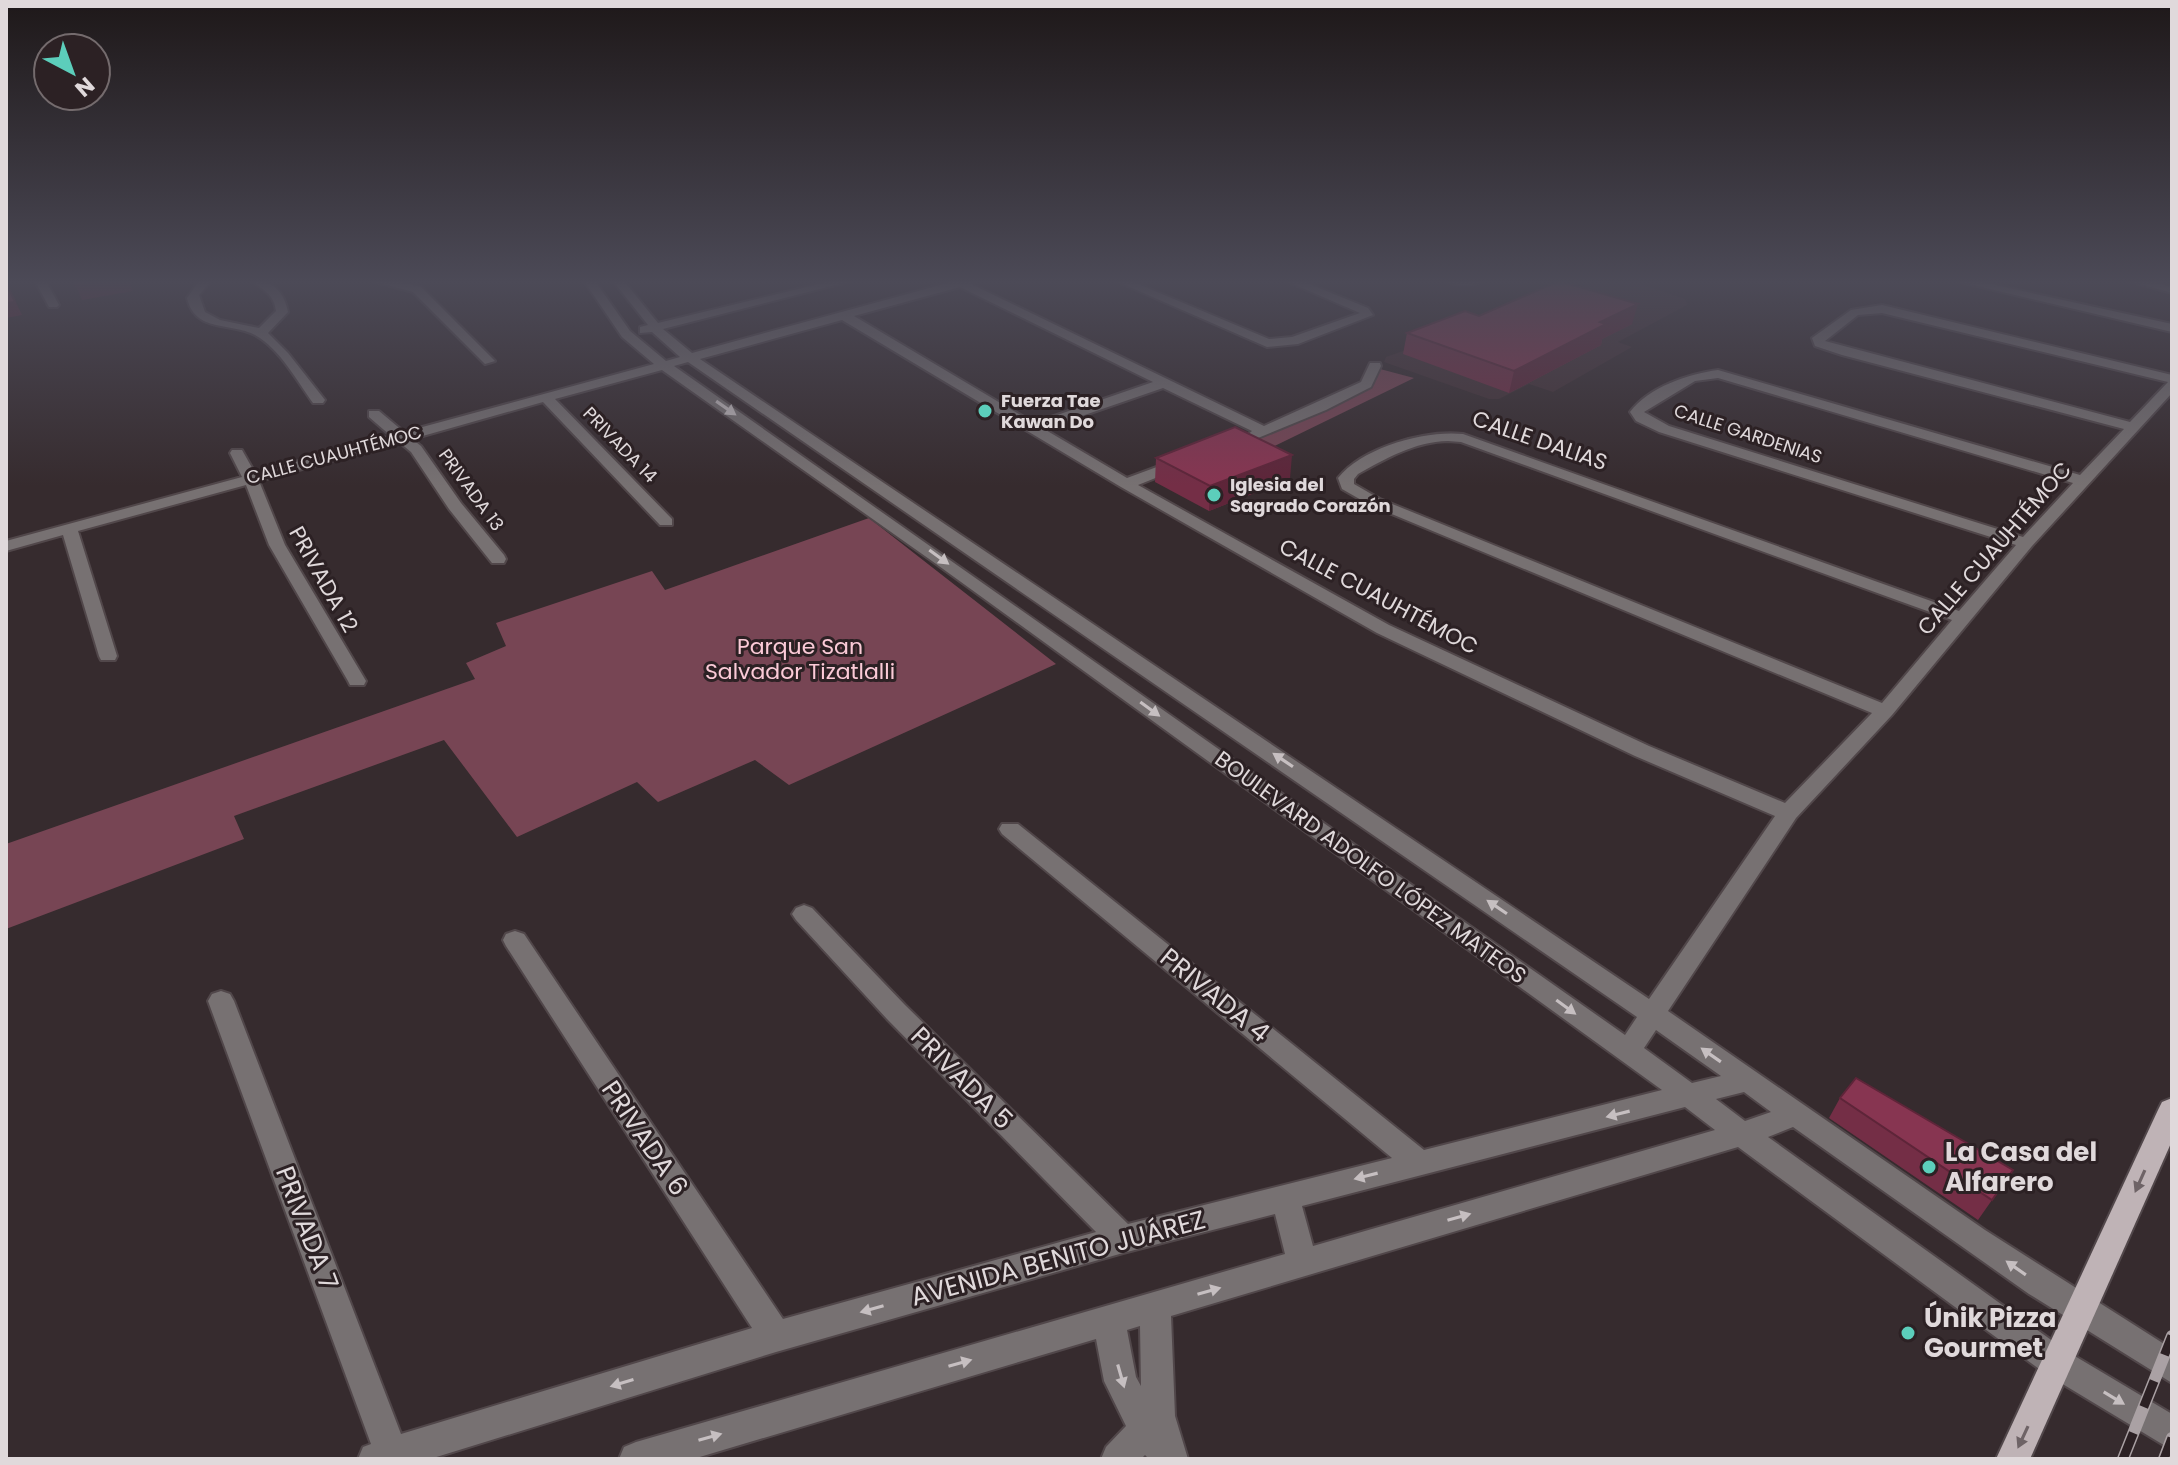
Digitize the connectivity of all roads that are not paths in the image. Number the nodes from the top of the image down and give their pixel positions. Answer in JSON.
{"nodes":[{"id":1,"x":275,"y":349,"type":"edge"},
{"id":2,"x":479,"y":349,"type":"edge"},
{"id":3,"x":644,"y":349,"type":"edge"},
{"id":4,"x":678,"y":349,"type":"edge"},
{"id":5,"x":714,"y":349,"type":"edge"},
{"id":6,"x":901,"y":349,"type":"edge"},
{"id":7,"x":1097,"y":349,"type":"edge"},
{"id":8,"x":1838,"y":349,"type":"edge"},
{"id":9,"x":2042,"y":349,"type":"edge"},
{"id":10,"x":686,"y":357,"type":"junction"},
{"id":11,"x":489,"y":361,"type":"dead end"},
{"id":12,"x":662,"y":364,"type":"junction"},
{"id":13,"x":1375,"y":366,"type":"dead end"},
{"id":14,"x":2172,"y":382,"type":"edge"},
{"id":15,"x":1164,"y":383,"type":"junction"},
{"id":16,"x":545,"y":397,"type":"junction"},
{"id":17,"x":318,"y":400,"type":"dead end"},
{"id":18,"x":374,"y":414,"type":"dead end"},
{"id":19,"x":2132,"y":427,"type":"junction"},
{"id":20,"x":1033,"y":428,"type":"junction"},
{"id":21,"x":1264,"y":432,"type":"junction"},
{"id":22,"x":402,"y":437,"type":"junction"},
{"id":23,"x":1242,"y":440,"type":"edge"},
{"id":24,"x":237,"y":453,"type":"dead end"},
{"id":25,"x":1191,"y":459,"type":"edge"},
{"id":26,"x":250,"y":478,"type":"junction"},
{"id":27,"x":2084,"y":481,"type":"junction"},
{"id":28,"x":1126,"y":484,"type":"junction"},
{"id":29,"x":666,"y":522,"type":"dead end"},
{"id":30,"x":69,"y":528,"type":"junction"},
{"id":31,"x":2026,"y":543,"type":"junction"},
{"id":32,"x":6,"y":546,"type":"edge"},
{"id":33,"x":498,"y":559,"type":"dead end"},
{"id":34,"x":1017,"y":579,"type":"junction"},
{"id":35,"x":984,"y":590,"type":"junction"},
{"id":36,"x":1962,"y":618,"type":"junction"},
{"id":37,"x":108,"y":656,"type":"dead end"},
{"id":38,"x":357,"y":681,"type":"dead end"},
{"id":39,"x":1885,"y":711,"type":"junction"},
{"id":40,"x":1788,"y":813,"type":"junction"},
{"id":41,"x":1010,"y":829,"type":"dead end"},
{"id":42,"x":804,"y":914,"type":"dead end"},
{"id":43,"x":515,"y":940,"type":"dead end"},
{"id":44,"x":221,"y":1001,"type":"dead end"},
{"id":45,"x":1654,"y":1015,"type":"junction"},
{"id":46,"x":1628,"y":1051,"type":"junction"},
{"id":47,"x":1748,"y":1080,"type":"junction"},
{"id":48,"x":1690,"y":1096,"type":"junction"},
{"id":49,"x":2172,"y":1110,"type":"edge"},
{"id":50,"x":1797,"y":1114,"type":"junction"},
{"id":51,"x":1742,"y":1134,"type":"junction"},
{"id":52,"x":1419,"y":1163,"type":"junction"},
{"id":53,"x":1285,"y":1197,"type":"junction"},
{"id":54,"x":1123,"y":1239,"type":"junction"},
{"id":55,"x":1303,"y":1263,"type":"junction"},
{"id":56,"x":1155,"y":1306,"type":"junction"},
{"id":57,"x":2080,"y":1312,"type":"junction"},
{"id":58,"x":1109,"y":1320,"type":"junction"},
{"id":59,"x":776,"y":1336,"type":"junction"},
{"id":60,"x":2057,"y":1363,"type":"junction"},
{"id":61,"x":2172,"y":1367,"type":"edge"},
{"id":62,"x":1152,"y":1422,"type":"junction"},
{"id":63,"x":2172,"y":1433,"type":"edge"},
{"id":64,"x":384,"y":1457,"type":"edge"},
{"id":65,"x":1170,"y":1458,"type":"edge"},
{"id":66,"x":636,"y":1459,"type":"edge"},
{"id":67,"x":1118,"y":1459,"type":"edge"},
{"id":68,"x":2013,"y":1459,"type":"edge"}],
"edges":[{"from":1,"to":17,"type":"street"},
{"from":2,"to":11,"type":"street"},
{"from":3,"to":12,"type":"street","name":"BOULEVARD ADOLFO LÓPEZ MATEOS"},
{"from":4,"to":10,"type":"street","name":"BOULEVARD ADOLFO LÓPEZ MATEOS"},
{"from":5,"to":10,"type":"street","name":"CALLE CUAUHTÉMOC"},
{"from":6,"to":20,"type":"street","name":"CALLE CUAUHTÉMOC"},
{"from":7,"to":15,"type":"street"},
{"from":8,"to":19,"type":"street"},
{"from":9,"to":14,"type":"street"},
{"from":10,"to":12,"type":"street","name":"CALLE CUAUHTÉMOC"},
{"from":10,"to":34,"type":"street","name":"BOULEVARD ADOLFO LÓPEZ MATEOS"},
{"from":12,"to":16,"type":"street","name":"CALLE CUAUHTÉMOC"},
{"from":12,"to":35,"type":"street","name":"BOULEVARD ADOLFO LÓPEZ MATEOS","one_way":true},
{"from":13,"to":21,"type":"street"},
{"from":14,"to":19,"type":"street","name":"CALLE CUAUHTÉMOC"},
{"from":15,"to":20,"type":"street"},
{"from":15,"to":21,"type":"street"},
{"from":16,"to":22,"type":"street","name":"CALLE CUAUHTÉMOC"},
{"from":16,"to":29,"type":"street","name":"PRIVADA 14"},
{"from":18,"to":22,"type":"street","name":"PRIVADA 13"},
{"from":19,"to":27,"type":"street","name":"CALLE CUAUHTÉMOC"},
{"from":20,"to":28,"type":"street","name":"CALLE CUAUHTÉMOC"},
{"from":21,"to":23,"type":"street"},
{"from":22,"to":26,"type":"street","name":"CALLE CUAUHTÉMOC"},
{"from":22,"to":33,"type":"street","name":"PRIVADA 13"},
{"from":24,"to":26,"type":"street","name":"PRIVADA 12"},
{"from":25,"to":28,"type":"street"},
{"from":26,"to":30,"type":"street","name":"CALLE CUAUHTÉMOC"},
{"from":26,"to":38,"type":"street","name":"PRIVADA 12"},
{"from":27,"to":31,"type":"street","name":"CALLE CUAUHTÉMOC"},
{"from":27,"to":31,"type":"street","name":"CALLE GARDENIAS"},
{"from":28,"to":40,"type":"street","name":"CALLE CUAUHTÉMOC"},
{"from":30,"to":32,"type":"street","name":"CALLE CUAUHTÉMOC"},
{"from":30,"to":37,"type":"street"},
{"from":31,"to":36,"type":"street","name":"CALLE CUAUHTÉMOC"},
{"from":34,"to":35,"type":"street"},
{"from":45,"to":34,"type":"street","name":"BOULEVARD ADOLFO LÓPEZ MATEOS","one_way":true},
{"from":35,"to":46,"type":"street","name":"BOULEVARD ADOLFO LÓPEZ MATEOS","one_way":true},
{"from":36,"to":39,"type":"street","name":"CALLE CUAUHTÉMOC"},
{"from":36,"to":39,"type":"street","name":"CALLE DALIAS"},
{"from":39,"to":40,"type":"street","name":"CALLE CUAUHTÉMOC"},
{"from":40,"to":45,"type":"street","name":"CALLE CUAUHTÉMOC"},
{"from":41,"to":52,"type":"street","name":"PRIVADA 4"},
{"from":42,"to":54,"type":"street","name":"PRIVADA 5"},
{"from":43,"to":59,"type":"street","name":"PRIVADA 6"},
{"from":44,"to":64,"type":"street","name":"PRIVADA 7"},
{"from":45,"to":46,"type":"street","name":"CALLE CUAUHTÉMOC"},
{"from":47,"to":45,"type":"street","name":"BOULEVARD ADOLFO LÓPEZ MATEOS","one_way":true},
{"from":46,"to":48,"type":"street","name":"BOULEVARD ADOLFO LÓPEZ MATEOS"},
{"from":47,"to":48,"type":"street","name":"AVENIDA BENITO JUÁREZ"},
{"from":47,"to":50,"type":"street","name":"BOULEVARD ADOLFO LÓPEZ MATEOS"},
{"from":48,"to":51,"type":"street","name":"BOULEVARD ADOLFO LÓPEZ MATEOS"},
{"from":48,"to":52,"type":"street","name":"AVENIDA BENITO JUÁREZ","one_way":true},
{"from":49,"to":57,"type":"main road","one_way":true},
{"from":50,"to":51,"type":"street"},
{"from":57,"to":50,"type":"street","name":"BOULEVARD ADOLFO LÓPEZ MATEOS","one_way":true},
{"from":55,"to":51,"type":"street","one_way":true},
{"from":51,"to":60,"type":"street","name":"BOULEVARD ADOLFO LÓPEZ MATEOS"},
{"from":52,"to":53,"type":"street","name":"AVENIDA BENITO JUÁREZ","one_way":true},
{"from":53,"to":54,"type":"street","name":"AVENIDA BENITO JUÁREZ"},
{"from":53,"to":55,"type":"street"},
{"from":54,"to":59,"type":"street","name":"AVENIDA BENITO JUÁREZ","one_way":true},
{"from":56,"to":55,"type":"street","one_way":true},
{"from":56,"to":58,"type":"street"},
{"from":56,"to":62,"type":"street"},
{"from":57,"to":60,"type":"main road"},
{"from":57,"to":61,"type":"street","name":"BOULEVARD ADOLFO LÓPEZ MATEOS"},
{"from":58,"to":62,"type":"street","one_way":true},
{"from":66,"to":58,"type":"street","one_way":true},
{"from":59,"to":64,"type":"street","name":"AVENIDA BENITO JUÁREZ","one_way":true},
{"from":60,"to":63,"type":"street","name":"BOULEVARD ADOLFO LÓPEZ MATEOS","one_way":true},
{"from":60,"to":68,"type":"main road","one_way":true},
{"from":62,"to":65,"type":"street"},
{"from":62,"to":67,"type":"street"}]}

## Brief
The expected answer is one number: how many lines above contain "JUÁREZ".

## Finished exercise
6